▶ _Assignment_: Exactly as they appear, copy the lines from the start of the entries below to the line containing "Task: Describe this", both ends included.

——————————

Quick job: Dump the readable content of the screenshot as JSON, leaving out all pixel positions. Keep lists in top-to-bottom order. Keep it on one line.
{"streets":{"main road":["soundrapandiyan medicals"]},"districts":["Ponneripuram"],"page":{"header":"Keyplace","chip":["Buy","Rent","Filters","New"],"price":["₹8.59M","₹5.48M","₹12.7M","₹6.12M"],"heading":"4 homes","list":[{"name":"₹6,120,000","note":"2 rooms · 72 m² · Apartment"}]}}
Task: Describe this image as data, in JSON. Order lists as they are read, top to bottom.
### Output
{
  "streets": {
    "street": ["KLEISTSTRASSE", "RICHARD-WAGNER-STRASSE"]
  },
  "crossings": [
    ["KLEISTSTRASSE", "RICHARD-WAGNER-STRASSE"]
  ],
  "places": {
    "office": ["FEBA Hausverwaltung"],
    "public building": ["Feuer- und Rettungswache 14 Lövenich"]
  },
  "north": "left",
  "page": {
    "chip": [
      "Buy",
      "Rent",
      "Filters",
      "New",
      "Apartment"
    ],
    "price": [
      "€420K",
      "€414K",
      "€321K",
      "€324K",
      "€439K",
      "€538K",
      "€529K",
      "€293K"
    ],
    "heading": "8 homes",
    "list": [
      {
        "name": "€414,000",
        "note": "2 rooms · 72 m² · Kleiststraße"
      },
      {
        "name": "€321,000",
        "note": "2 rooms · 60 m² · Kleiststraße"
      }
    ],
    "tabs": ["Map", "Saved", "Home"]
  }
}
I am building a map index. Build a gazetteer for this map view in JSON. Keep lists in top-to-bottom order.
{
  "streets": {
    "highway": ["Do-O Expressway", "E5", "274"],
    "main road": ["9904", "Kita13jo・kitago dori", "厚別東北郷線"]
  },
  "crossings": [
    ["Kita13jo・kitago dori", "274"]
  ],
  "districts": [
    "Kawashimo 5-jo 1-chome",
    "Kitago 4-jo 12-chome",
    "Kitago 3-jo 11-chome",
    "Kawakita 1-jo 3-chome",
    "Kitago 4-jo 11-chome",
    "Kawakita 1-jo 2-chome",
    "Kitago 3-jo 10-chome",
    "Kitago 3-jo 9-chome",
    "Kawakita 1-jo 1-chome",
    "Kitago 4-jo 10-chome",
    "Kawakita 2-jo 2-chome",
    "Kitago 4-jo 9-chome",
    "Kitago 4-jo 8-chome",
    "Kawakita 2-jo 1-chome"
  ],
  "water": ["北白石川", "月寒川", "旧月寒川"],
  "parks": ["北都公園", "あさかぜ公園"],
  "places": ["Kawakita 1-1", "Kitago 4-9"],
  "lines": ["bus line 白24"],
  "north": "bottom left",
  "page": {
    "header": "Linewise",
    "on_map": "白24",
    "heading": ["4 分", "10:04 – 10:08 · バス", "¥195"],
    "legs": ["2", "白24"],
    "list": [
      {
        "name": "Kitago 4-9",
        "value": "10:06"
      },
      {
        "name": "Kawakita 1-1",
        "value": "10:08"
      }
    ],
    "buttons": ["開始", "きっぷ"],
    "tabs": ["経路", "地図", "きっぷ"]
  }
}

——————————

▶ _Your response_:
Quick job: Dump the readable content of the screenshot as JSON, leaving out all pixel positions. Keep lists in top-to-bottom order. Keep it on one line.
{"streets":{"main road":["soundrapandiyan medicals"]},"districts":["Ponneripuram"],"page":{"header":"Keyplace","chip":["Buy","Rent","Filters","New"],"price":["₹8.59M","₹5.48M","₹12.7M","₹6.12M"],"heading":"4 homes","list":[{"name":"₹6,120,000","note":"2 rooms · 72 m² · Apartment"}]}}
Task: Describe this image as data, in JSON. Order lists as they are read, top to bottom.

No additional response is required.